Somebody who purchased £10,000 value of shares would have seen the worth of their funding tumble to £4,046. They wouldn’t even have acquired any dividends to assist soften the blow, both.
Aston Martin’s share value sits considerably under the 661.9p it was at 5 years in the past. However previous efficiency isn’t at all times a dependable information to the long run, and investing within the luxurious carmaker in the present day may yield sterling returns if it recovers.
So ought to buyers take into account shopping for Aston Martin shares in the present day?
Robust occasions
It’s simple on one hand to see the corporate’s unbelievable enchantment. Its merchandise are the epitome of fashion, velocity. sophistication, and let’s face it, intercourse enchantment.
Aston Martin’s affiliation with James Bond because the mid-Sixties — and the model’s involvement within the dynamic world of Formulation One — haven’t completed it any hurt, both.
However whereas its label and merchandise are extremely fascinating, the identical actually can’t be mentioned for the corporate itself, a minimum of for my part. So what’s the issue?
The difficulty is that Aston Martin is combating fires on plenty of fronts. Final yr, pre-tax losses rose by 21% to £289.1m, partly because of a 9% drop in wholesale volumes. Gross sales declined on the again of provide chain disruptions and difficult circumstances in China, troubles that also persist.

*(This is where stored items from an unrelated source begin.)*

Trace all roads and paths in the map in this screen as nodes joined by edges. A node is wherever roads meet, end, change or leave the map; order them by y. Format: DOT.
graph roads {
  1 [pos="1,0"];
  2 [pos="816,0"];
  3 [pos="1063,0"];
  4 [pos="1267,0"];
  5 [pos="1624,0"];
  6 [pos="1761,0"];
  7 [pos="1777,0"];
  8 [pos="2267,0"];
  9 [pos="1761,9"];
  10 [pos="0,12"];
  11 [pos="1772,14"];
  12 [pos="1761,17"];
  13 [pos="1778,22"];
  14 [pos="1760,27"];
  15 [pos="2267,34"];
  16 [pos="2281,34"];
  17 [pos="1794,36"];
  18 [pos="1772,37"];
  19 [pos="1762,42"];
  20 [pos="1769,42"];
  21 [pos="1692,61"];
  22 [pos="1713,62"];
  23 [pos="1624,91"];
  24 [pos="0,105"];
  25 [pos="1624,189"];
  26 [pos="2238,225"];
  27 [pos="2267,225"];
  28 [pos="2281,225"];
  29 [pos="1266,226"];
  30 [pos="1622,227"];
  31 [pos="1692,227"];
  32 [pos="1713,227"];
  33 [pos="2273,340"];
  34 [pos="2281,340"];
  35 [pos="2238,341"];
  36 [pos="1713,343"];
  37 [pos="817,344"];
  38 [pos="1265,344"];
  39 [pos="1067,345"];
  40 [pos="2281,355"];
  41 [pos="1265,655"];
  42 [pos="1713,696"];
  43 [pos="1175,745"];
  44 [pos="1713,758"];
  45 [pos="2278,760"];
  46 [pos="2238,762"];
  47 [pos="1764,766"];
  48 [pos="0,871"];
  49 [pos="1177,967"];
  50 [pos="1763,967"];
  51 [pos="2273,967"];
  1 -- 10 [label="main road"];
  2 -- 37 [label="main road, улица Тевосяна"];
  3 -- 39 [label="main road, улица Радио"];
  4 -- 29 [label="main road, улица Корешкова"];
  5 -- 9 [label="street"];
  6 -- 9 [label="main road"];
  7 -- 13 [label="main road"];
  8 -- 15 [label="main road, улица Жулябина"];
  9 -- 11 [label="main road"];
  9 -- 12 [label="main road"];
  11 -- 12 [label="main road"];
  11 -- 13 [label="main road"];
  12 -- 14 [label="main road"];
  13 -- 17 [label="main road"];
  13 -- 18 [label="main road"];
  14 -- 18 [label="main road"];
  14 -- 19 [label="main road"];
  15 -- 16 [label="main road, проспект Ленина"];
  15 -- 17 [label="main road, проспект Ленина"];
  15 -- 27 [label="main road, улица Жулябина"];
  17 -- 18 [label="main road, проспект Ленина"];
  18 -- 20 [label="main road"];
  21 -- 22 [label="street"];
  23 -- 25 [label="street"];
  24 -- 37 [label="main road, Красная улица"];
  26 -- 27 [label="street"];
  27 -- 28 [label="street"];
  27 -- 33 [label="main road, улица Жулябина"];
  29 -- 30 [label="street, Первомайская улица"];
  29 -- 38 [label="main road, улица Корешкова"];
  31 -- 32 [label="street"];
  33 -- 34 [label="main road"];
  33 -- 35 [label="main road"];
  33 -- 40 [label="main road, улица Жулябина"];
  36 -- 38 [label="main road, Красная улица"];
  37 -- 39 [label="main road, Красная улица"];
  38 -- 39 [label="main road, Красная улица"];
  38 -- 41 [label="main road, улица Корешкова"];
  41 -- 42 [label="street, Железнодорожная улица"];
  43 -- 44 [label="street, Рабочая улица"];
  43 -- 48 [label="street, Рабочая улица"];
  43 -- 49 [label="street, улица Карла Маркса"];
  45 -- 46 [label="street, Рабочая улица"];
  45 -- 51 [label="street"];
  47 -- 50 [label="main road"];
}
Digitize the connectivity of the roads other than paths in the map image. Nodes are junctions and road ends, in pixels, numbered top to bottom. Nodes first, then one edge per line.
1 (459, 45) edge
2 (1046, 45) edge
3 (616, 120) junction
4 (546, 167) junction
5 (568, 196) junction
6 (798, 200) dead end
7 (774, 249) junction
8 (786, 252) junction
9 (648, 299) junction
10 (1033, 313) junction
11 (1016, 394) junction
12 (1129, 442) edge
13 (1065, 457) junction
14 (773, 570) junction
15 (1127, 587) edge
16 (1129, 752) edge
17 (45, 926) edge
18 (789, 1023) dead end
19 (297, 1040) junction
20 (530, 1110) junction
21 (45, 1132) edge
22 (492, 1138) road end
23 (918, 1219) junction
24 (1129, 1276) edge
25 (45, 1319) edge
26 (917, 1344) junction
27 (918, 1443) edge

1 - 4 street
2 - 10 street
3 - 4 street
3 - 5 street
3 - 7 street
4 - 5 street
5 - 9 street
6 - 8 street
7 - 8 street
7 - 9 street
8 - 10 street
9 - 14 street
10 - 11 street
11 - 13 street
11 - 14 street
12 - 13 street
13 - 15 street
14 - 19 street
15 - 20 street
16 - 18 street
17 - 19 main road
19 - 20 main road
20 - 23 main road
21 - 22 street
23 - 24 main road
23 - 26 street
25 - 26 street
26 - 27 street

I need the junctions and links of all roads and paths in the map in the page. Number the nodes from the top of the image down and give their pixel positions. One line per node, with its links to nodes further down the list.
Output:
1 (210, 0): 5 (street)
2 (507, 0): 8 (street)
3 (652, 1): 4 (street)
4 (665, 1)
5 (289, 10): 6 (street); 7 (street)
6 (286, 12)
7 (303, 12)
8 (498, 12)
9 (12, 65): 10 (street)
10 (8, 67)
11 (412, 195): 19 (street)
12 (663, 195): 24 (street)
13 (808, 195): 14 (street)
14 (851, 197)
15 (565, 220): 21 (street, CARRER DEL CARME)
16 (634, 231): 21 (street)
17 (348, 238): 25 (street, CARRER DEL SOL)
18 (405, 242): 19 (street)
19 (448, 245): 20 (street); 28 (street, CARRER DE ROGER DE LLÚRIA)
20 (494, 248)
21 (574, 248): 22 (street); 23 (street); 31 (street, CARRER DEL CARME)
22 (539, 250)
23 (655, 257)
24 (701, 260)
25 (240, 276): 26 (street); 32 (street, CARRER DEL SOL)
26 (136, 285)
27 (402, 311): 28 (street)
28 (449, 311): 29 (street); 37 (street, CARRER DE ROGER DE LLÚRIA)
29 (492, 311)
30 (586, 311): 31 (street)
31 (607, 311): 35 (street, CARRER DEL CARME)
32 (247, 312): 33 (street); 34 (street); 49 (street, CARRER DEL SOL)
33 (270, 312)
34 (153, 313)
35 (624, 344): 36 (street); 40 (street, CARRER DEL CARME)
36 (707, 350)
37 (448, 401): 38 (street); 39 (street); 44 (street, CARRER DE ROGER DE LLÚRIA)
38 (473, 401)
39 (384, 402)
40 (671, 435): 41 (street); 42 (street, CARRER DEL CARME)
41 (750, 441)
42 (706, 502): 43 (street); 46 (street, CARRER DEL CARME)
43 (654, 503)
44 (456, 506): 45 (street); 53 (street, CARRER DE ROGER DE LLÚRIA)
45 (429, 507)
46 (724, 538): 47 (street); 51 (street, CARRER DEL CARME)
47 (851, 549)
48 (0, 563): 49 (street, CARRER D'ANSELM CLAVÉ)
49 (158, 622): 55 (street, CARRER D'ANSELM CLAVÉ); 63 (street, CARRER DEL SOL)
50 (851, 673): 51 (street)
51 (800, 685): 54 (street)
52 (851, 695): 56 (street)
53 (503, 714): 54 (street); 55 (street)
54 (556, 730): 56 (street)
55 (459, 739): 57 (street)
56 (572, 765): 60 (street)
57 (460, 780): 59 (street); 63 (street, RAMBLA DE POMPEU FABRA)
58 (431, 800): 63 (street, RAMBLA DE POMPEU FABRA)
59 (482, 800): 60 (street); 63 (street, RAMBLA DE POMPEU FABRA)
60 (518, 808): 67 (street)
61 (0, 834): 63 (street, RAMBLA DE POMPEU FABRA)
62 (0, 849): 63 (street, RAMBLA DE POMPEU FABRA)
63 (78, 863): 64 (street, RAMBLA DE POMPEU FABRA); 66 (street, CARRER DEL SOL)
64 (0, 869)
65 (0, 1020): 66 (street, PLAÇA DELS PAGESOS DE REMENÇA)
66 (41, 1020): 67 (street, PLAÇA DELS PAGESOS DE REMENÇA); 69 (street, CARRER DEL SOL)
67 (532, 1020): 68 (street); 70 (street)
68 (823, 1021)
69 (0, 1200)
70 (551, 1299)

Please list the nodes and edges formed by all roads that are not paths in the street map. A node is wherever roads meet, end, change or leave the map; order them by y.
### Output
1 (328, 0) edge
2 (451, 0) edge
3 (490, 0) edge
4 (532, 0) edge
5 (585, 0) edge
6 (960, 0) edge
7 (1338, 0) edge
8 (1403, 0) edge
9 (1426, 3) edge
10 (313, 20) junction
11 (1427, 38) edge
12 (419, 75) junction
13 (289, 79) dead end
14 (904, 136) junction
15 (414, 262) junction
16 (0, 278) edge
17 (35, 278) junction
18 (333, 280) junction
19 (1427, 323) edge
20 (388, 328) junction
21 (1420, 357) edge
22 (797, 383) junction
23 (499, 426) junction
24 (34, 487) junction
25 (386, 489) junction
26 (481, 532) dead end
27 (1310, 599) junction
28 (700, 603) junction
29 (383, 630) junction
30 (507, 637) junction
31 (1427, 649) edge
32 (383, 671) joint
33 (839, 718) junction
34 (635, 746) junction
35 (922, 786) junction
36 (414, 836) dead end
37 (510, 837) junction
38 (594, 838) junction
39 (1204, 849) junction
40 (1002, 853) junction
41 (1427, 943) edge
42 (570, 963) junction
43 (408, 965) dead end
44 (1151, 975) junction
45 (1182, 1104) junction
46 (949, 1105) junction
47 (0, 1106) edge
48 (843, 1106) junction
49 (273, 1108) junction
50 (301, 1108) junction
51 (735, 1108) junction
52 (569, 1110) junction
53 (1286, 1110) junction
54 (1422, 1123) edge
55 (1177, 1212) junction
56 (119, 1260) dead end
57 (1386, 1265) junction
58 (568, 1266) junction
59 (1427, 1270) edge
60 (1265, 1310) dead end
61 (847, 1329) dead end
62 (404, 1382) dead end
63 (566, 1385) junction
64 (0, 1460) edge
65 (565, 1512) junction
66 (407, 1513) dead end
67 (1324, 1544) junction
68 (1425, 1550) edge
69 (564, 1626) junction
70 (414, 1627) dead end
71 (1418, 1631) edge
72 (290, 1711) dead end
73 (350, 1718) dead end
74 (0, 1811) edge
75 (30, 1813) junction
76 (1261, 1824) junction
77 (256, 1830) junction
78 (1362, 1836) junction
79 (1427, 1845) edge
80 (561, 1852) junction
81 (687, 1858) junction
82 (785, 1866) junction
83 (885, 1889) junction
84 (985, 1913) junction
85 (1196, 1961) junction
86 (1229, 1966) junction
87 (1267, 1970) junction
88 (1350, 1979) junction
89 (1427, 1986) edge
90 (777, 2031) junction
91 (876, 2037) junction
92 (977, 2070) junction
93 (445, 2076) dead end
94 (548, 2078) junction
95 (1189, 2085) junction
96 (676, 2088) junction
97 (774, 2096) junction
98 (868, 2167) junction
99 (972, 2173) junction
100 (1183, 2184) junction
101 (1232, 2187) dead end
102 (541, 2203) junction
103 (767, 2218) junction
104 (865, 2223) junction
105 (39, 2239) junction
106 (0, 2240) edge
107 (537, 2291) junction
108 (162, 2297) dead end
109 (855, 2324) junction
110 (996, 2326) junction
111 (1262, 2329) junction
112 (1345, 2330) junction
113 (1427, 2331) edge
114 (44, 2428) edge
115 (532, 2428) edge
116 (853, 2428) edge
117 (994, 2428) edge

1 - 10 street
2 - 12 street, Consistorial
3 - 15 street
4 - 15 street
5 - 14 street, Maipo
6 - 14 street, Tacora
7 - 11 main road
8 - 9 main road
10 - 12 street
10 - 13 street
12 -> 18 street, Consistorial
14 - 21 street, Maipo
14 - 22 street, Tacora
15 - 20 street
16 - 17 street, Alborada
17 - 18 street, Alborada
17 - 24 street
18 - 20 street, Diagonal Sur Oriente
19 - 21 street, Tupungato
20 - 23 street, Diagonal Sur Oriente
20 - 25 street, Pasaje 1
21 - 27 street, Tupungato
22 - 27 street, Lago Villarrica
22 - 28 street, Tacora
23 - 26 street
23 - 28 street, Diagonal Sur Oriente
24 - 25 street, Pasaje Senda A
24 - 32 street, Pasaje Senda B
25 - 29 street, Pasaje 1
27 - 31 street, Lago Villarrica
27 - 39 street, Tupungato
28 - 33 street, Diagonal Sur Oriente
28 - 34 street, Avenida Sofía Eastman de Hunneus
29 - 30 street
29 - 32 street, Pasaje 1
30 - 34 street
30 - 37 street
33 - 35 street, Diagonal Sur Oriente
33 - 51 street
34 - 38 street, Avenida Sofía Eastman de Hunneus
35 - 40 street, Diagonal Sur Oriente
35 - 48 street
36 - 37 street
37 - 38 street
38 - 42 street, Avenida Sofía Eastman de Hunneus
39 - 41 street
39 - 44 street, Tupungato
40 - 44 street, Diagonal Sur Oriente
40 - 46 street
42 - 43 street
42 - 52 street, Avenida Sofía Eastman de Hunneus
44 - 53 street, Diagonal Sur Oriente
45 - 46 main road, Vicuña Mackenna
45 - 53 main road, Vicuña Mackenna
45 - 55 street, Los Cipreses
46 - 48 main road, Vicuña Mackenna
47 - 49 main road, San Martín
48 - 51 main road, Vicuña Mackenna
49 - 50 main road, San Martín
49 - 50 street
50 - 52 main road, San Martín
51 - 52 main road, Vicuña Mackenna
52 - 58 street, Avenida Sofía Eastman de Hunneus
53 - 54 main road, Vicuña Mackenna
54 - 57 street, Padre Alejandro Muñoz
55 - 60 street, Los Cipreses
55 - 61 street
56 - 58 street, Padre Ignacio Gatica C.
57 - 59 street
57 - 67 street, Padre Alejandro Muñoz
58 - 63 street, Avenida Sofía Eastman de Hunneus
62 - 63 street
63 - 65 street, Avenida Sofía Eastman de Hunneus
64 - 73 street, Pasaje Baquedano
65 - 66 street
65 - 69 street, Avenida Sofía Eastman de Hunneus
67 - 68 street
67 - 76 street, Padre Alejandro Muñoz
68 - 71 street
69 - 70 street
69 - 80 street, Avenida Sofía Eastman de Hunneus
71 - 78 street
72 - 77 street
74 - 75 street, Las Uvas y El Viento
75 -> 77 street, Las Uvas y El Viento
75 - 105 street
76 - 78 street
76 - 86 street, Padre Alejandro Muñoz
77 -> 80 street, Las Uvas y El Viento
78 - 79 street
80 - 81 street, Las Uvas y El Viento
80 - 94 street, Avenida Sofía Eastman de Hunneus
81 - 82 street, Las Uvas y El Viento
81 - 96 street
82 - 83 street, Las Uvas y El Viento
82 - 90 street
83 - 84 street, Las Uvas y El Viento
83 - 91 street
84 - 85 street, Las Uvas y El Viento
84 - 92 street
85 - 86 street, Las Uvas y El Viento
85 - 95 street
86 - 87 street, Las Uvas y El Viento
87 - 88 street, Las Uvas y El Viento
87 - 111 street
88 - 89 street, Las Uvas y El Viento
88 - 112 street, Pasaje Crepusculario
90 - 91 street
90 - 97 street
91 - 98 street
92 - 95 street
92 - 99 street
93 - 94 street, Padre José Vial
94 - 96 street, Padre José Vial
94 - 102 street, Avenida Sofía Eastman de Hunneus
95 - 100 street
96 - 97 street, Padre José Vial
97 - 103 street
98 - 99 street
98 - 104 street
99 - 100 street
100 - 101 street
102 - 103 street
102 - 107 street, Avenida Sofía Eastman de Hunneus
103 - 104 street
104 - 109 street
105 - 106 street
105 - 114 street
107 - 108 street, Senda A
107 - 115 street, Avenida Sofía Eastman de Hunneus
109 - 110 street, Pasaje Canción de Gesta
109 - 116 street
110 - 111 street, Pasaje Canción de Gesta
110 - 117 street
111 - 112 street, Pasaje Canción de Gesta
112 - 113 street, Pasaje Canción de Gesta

In consequence, internet debt — which was already fairly regarding at 007’s favorite carmaker — shot up sharply. On the finish of 2024, Aston had internet debt of £1.2bn, up 43% yr on yr. The spectre of recent rights points and debt issuances nonetheless looms massive.
Tariff discuss
As if Aston Martin didn’t have sufficient issues, on Thursday (27 March), US President Trump drew international carmakers additional into his escalating commerce battle.
From 2 April, the US will slap a 25% tariff on all imported automobiles, placing a hefty premium on already-expensive marques like Aston.
On the plus facet, delays to beforehand introduced tariffs from the US could recommend this thumping import tax isn’t a completed deal. As well as, UK chancellor Rachel Reeves has mentioned the federal government is “in intense negotiations” with Washington to keep away from any automotive tariffs.
However simply the mere menace of commerce tariffs is sufficient to chill my bones. Final yr, gross sales to the Americas — dominated by demand from US prospects — accounted for 40% of group revenues, making it by far the corporate’s single largest market.
With all of its manufacturing situated within the UK, Aston Martin can be particularly weak to any ‘Trump Tariffs.’
What subsequent?
It’s hoped {that a} string of latest automotive launches (together with the not too long ago revamped Vanquish and the upcoming Valhalla) will revive the corporate’s fortunes. However the extremely aggressive nature of the automotive market means success is in no way assured.
And Aston Martin’s restoration is made much more tough given difficult financial circumstances in key markets. On stability, this can be a FTSE 250 share I believe buyers ought to take into account steering properly away from.